Humankind has changed the definition of evil in the course of its existence. It once measured evil in terms of madness; now madness, duly medicalized, has become exculpatory. We know nothing of Adam Lanza, except that he was "troubled," and perhaps on the autism spectrum; what intensified the initial apprehension of his evil was not the suspicion that he was in the grip of psychosis during the murders but rather the suspicion that he was not. It is evil that exists as a byproduct of reason that we find unforgivable now - evil advanced with cool calculation, for a cause, towards an end, with no feeling or regret - and it is reason rather than madness that hangs its shadow over the children killed by Barack Obama.

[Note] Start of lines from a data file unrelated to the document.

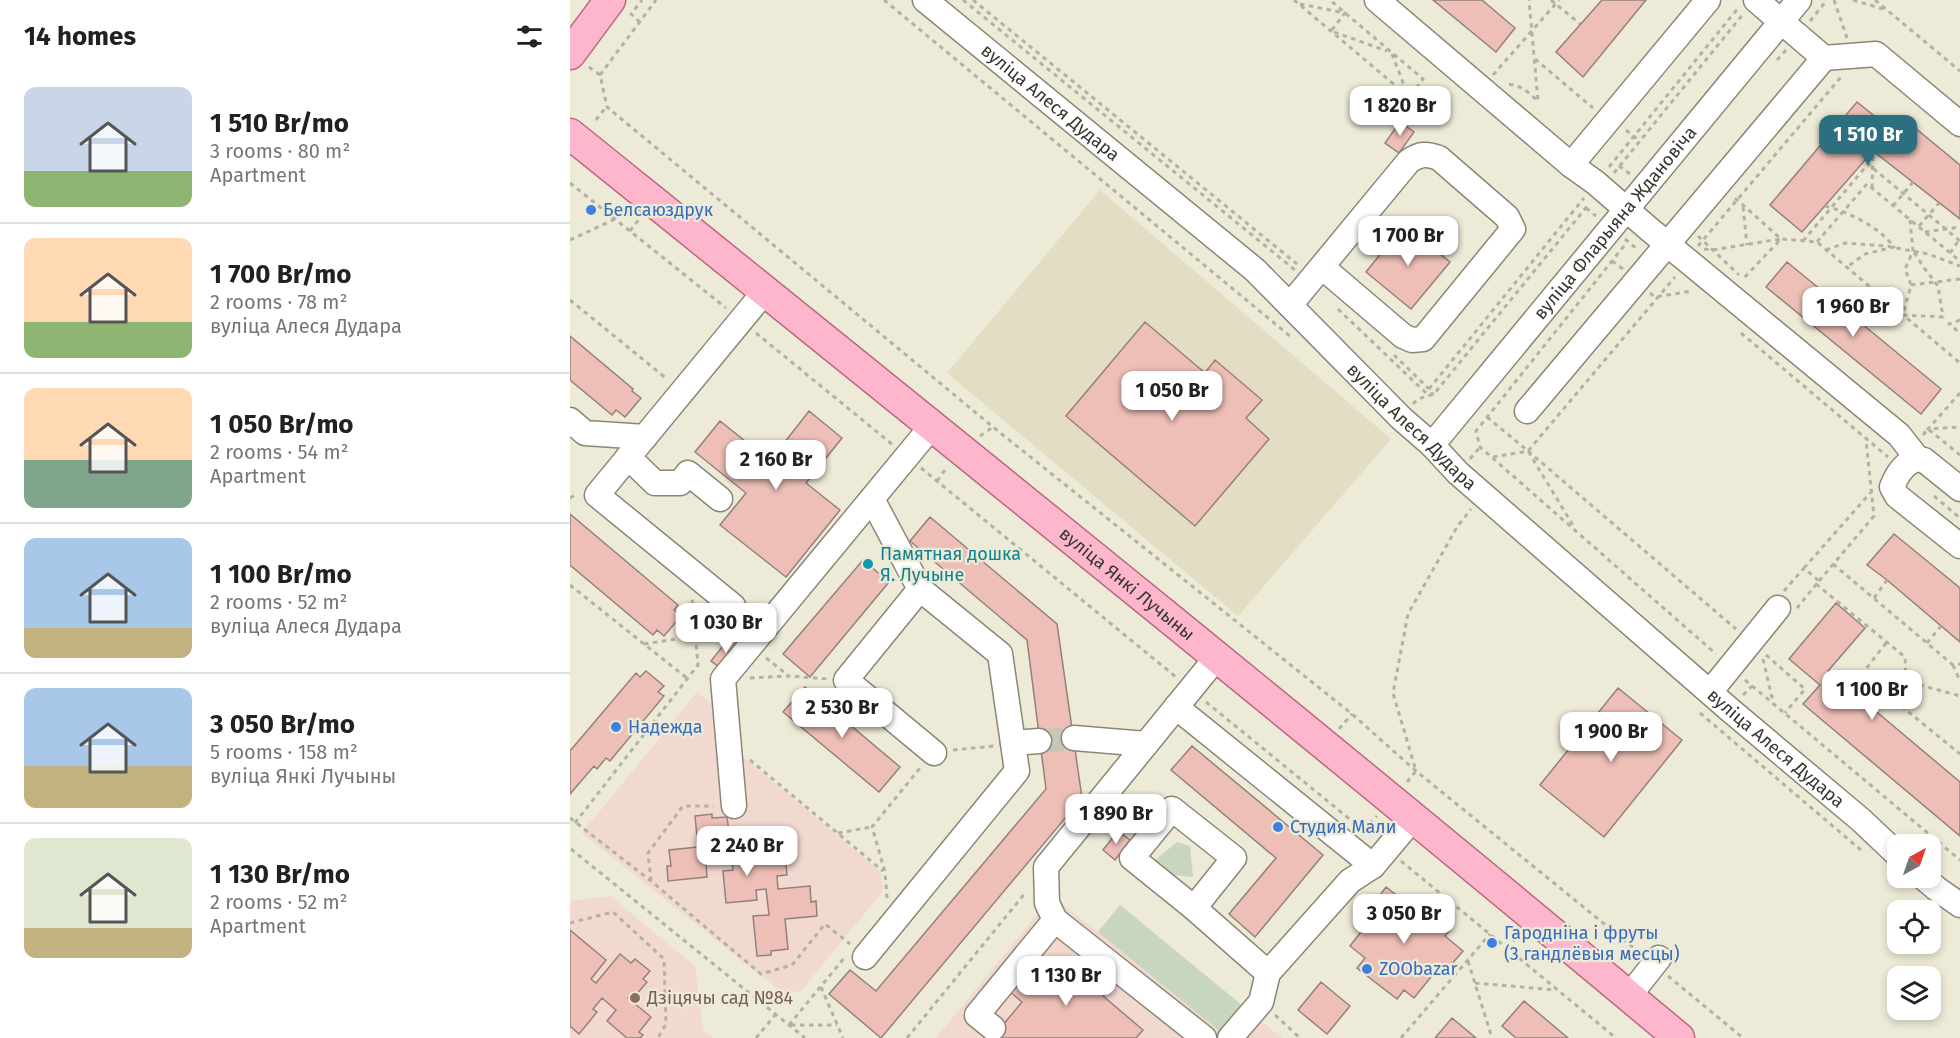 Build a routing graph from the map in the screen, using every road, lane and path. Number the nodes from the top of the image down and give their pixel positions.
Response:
1 (610, 0) edge
2 (642, 0) edge
3 (656, 0) edge
4 (925, 0) edge
5 (963, 0) edge
6 (972, 0) edge
7 (1330, 0) edge
8 (1377, 0) edge
9 (1551, 0) edge
10 (1559, 0) edge
11 (1707, 0) edge
12 (1756, 0) edge
13 (1799, 0) edge
14 (1834, 0) edge
15 (1853, 0) edge
16 (1875, 0) edge
17 (1297, 1) edge
18 (1529, 1) edge
19 (1556, 4) junction
20 (1885, 10) junction
21 (1345, 13) junction
22 (640, 22) junction
23 (1781, 22) junction
24 (1580, 24) dead end
25 (1331, 31) junction
26 (1532, 31) junction
27 (1391, 52) junction
28 (1824, 58) junction
29 (579, 60) edge
30 (1534, 60) junction
31 (1849, 63) junction
32 (1960, 71) edge
33 (600, 75) junction
34 (1492, 81) dead end
35 (1502, 83) dead end
36 (1408, 95) junction
37 (607, 106) junction
38 (596, 120) dead end
39 (1608, 121) junction
40 (1960, 124) edge
41 (570, 134) edge
42 (1873, 151) dead end
43 (1571, 165) junction
44 (1873, 167) junction
45 (1913, 182) dead end
46 (570, 183) edge
47 (1872, 188) junction
48 (1904, 193) junction
49 (1732, 195) dead end
50 (1737, 200) junction
51 (1939, 203) dead end
52 (1743, 205) junction
53 (1825, 206) dead end
54 (1893, 206) junction
55 (1831, 207) junction
56 (1627, 209) junction
57 (1844, 211) junction
58 (1929, 215) junction
59 (615, 219) junction
60 (1910, 220) junction
61 (1918, 227) junction
62 (1960, 227) edge
63 (1947, 229) junction
64 (1925, 232) junction
65 (1781, 239) junction
66 (570, 240) edge
67 (1960, 240) edge
68 (1803, 241) junction
69 (1817, 242) junction
70 (1668, 244) junction
71 (1747, 245) junction
72 (1894, 248) junction
73 (1712, 250) junction
74 (1826, 250) junction
75 (1913, 251) junction
76 (1950, 253) junction
77 (1960, 261) edge
78 (1960, 266) edge
79 (1847, 267) junction
80 (1315, 276) junction
81 (1675, 278) dead end
82 (1960, 279) edge
83 (1935, 282) junction
84 (1911, 285) junction
85 (766, 290) junction
86 (570, 300) edge
87 (1338, 302) dead end
88 (1290, 305) junction
89 (1334, 306) dead end
90 (1903, 315) junction
91 (741, 320) junction
92 (1960, 320) edge
93 (1363, 325) dead end
94 (1960, 333) edge
95 (1388, 349) dead end
96 (1960, 363) edge
97 (1430, 389) dead end
98 (682, 391) junction
99 (1960, 393) edge
100 (1434, 394) dead end
101 (1527, 411) dead end
102 (1487, 417) dead end
103 (570, 420) edge
104 (933, 426) junction
105 (1960, 427) edge
106 (1928, 429) junction
107 (1476, 431) dead end
108 (645, 437) junction
109 (1866, 438) dead end
110 (1432, 446) junction
111 (1480, 447) dead end
112 (1528, 451) junction
113 (1960, 455) edge
114 (907, 456) junction
115 (628, 457) junction
116 (1492, 457) dead end
117 (1917, 458) junction
118 (1960, 489) edge
119 (1871, 490) junction
120 (1880, 498) dead end
121 (720, 499) dead end
122 (872, 499) junction
123 (1471, 508) dead end
124 (1576, 531) dead end
125 (1960, 546) edge
126 (1833, 564) junction
127 (1804, 567) dead end
128 (1887, 580) dead end
129 (570, 585) edge
130 (920, 589) junction
131 (692, 596) dead end
132 (1873, 598) junction
133 (732, 606) dead end
134 (1778, 608) dead end
135 (1941, 626) dead end
136 (734, 630) dead end
137 (696, 636) junction
138 (1751, 642) junction
139 (1886, 642) junction
140 (1927, 643) junction
141 (644, 644) junction
142 (1217, 657) junction
143 (1960, 664) edge
144 (698, 665) junction
145 (1953, 665) junction
146 (688, 679) junction
147 (723, 679) junction
148 (846, 680) junction
149 (1960, 681) edge
150 (1710, 692) junction
151 (1960, 696) edge
152 (1184, 698) junction
153 (1773, 704) dead end
154 (1785, 713) dead end
155 (1074, 738) tunnel mouth
156 (1040, 741) tunnel mouth
157 (728, 743) junction
158 (1013, 743) junction
159 (1146, 744) junction
160 (934, 753) junction
161 (1960, 754) edge
162 (1416, 771) junction
163 (734, 806) joint
164 (1414, 817) junction
165 (570, 818) edge
166 (575, 823) junction
167 (1354, 823) dead end
168 (872, 826) junction
169 (837, 833) junction
170 (570, 842) edge
171 (1887, 845) edge
172 (571, 849) edge
173 (1380, 858) junction
174 (1046, 867) junction
175 (885, 872) junction
176 (651, 881) junction
177 (1935, 888) edge
178 (1960, 905) edge
179 (1194, 908) dead end
180 (1055, 920) junction
181 (570, 922) edge
182 (890, 927) junction
183 (1490, 934) junction
184 (859, 952) junction
185 (1468, 961) junction
186 (1656, 961) junction
187 (1268, 973) junction
188 (1475, 983) junction
189 (820, 987) junction
190 (1558, 990) junction
191 (1629, 996) junction
192 (1261, 1002) junction
193 (776, 1014) junction
194 (789, 1025) junction
195 (837, 1025) junction
196 (993, 1028) dead end
197 (658, 1038) edge
198 (756, 1038) edge
199 (805, 1038) edge
200 (843, 1038) edge
201 (907, 1038) edge
202 (1204, 1038) edge
203 (1230, 1038) edge
204 (1300, 1038) edge
205 (1401, 1038) edge
206 (1492, 1038) edge
207 (1616, 1038) edge
208 (1679, 1038) edge
209 (1743, 1038) edge

1 - 29 main road
2 - 22 path
3 - 22 path
4 - 88 street, вуліца Алеся Дудара
5 - 80 path
6 - 80 path
7 - 21 path
8 - 43 street
9 - 19 path
10 - 19 path
11 - 39 street
12 - 23 street
13 - 23 street, вуліца Фларыяна Ждановіча
14 - 31 path
15 - 20 path
16 - 20 path
17 - 21 path
17 - 25 path
18 - 26 path
19 - 24 path
19 - 26 path
20 - 32 path
21 - 25 path
21 - 27 path
22 - 33 path
23 - 28 street
23 - 56 street, вуліца Фларыяна Ждановіча
25 - 27 path
25 - 36 path
26 - 30 path
26 - 34 path
27 - 36 path
27 - 36 path
28 - 31 street
28 - 70 street
29 - 33 path
30 - 35 path
30 - 39 path
31 - 40 street
31 - 50 path
33 - 37 path
37 - 38 path
37 - 162 path
39 - 43 street
41 - 85 main road, вуліца Янкі Лучыны
42 - 44 path
43 - 56 street
44 - 47 path
44 - 48 path
44 - 55 path
45 - 48 path
46 - 59 path
47 - 54 path
47 - 57 path
48 - 54 path
48 - 58 path
49 - 50 path
50 - 52 path
50 - 73 path
51 - 58 path
52 - 65 path
52 - 71 path
53 - 55 path
54 - 60 path
55 - 57 path
55 - 68 path
56 - 70 street
56 - 110 street, вуліца Фларыяна Ждановіча
57 - 69 path
57 - 72 path
58 - 61 path
58 - 63 path
59 - 66 path
59 - 91 path
60 - 61 path
60 - 75 path
61 - 64 path
62 - 63 path
63 - 64 path
63 - 67 path
64 - 76 path
65 - 68 path
65 - 71 path
65 - 73 path
67 - 76 path
68 - 69 path
69 - 74 path
70 - 101 street
70 - 117 street
71 - 73 path
72 - 74 path
72 - 75 path
72 - 79 path
74 - 79 path
75 - 78 path
75 - 83 path
75 - 84 path
76 - 77 path
79 - 90 path
80 - 80 street
80 - 88 street
81 - 112 path
82 - 83 path
83 - 84 path
83 - 90 path
84 - 90 path
85 - 91 street
85 - 104 main road, вуліца Янкі Лучыны
86 - 98 path
87 - 93 path
88 - 110 street, вуліца Алеся Дудара
89 - 100 path
90 - 96 path
91 - 98 street
91 - 114 path
92 - 94 path
95 - 97 path
98 - 108 street
99 - 106 path
102 - 112 path
103 - 108 street
104 - 114 street
104 - 142 main road, вуліца Янкі Лучыны
105 - 106 path
106 - 113 path
107 - 111 path
108 - 115 street
109 - 119 path
110 - 150 street, вуліца Алеся Дудара
112 - 116 path
112 - 124 path
112 - 138 path
114 - 122 street
114 - 152 path
115 - 121 street
115 - 133 street
117 - 118 street
117 - 125 street
119 - 120 path
119 - 126 path
119 - 127 path
122 - 130 street
122 - 147 street
123 - 162 path
126 - 132 path
126 - 139 path
128 - 132 path
129 - 141 path
130 - 148 street
130 - 158 street
131 - 137 path
132 - 140 path
134 - 138 street
135 - 140 path
136 - 137 path
137 - 141 path
137 - 144 path
138 - 150 street
139 - 151 path
139 - 161 path
140 - 145 path
141 - 146 path
142 - 152 street
142 - 164 main road, вуліца Янкі Лучыны
143 - 145 path
144 - 146 path
144 - 147 path
145 - 149 path
146 - 166 path
147 - 148 path
147 - 157 street
148 - 160 street
150 - 171 street, вуліца Алеся Дудара
152 - 159 street
152 - 167 path
152 - 173 street
153 - 154 path
155 - 159 street
156 - 158 street
157 - 163 street
157 - 169 path
158 - 160 path
158 - 182 street
159 - 174 street
160 - 168 path
162 - 186 path
163 - 176 path
164 - 173 street
164 - 191 main road, вуліца Янкі Лучыны
165 - 166 path
166 - 176 path
168 - 169 path
168 - 175 path
169 - 175 path
170 - 172 path
172 - 193 path
173 - 183 path
173 - 187 street
174 - 180 street
174 - 201 path
175 - 182 path
176 - 184 path
177 - 178 street
179 - 187 street
180 - 196 street
180 - 202 street
181 - 197 path
182 - 184 street
183 - 185 path
183 - 190 path
184 - 189 path
185 - 188 path
185 - 205 path
186 - 191 street
186 - 209 path
187 - 192 street
188 - 190 path
188 - 206 path
189 - 194 path
189 - 195 path
190 - 207 path
191 - 208 main road, вуліца Янкі Лучыны
192 - 203 street
192 - 204 path
193 - 194 path
193 - 198 path
194 - 195 path
194 - 199 path
195 - 200 path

On Monday, he will talk about children during his speech. He will talk about protecting them, educating them, encouraging them, and inspiring them, and he will talk about working hard to make sure that the future is theirs. He will talk about children, in other words, in the same way as he talked about them four years ago, with the difference that he knows now how hard it is to protect them, not just from people like Adam Lanza but from people like him. He knows that he will be asked to make decisions that will result in the killing of the children, and that he will do so, that he can do so, not because he is an evil man but rather because he has readily and rationally accommodated himself to the necessity of evil. Four years ago, we did not know this about him. We know now, and although many Americans will applaud him for being able to do what needs to be done, there are others, I among them, who will never get over it.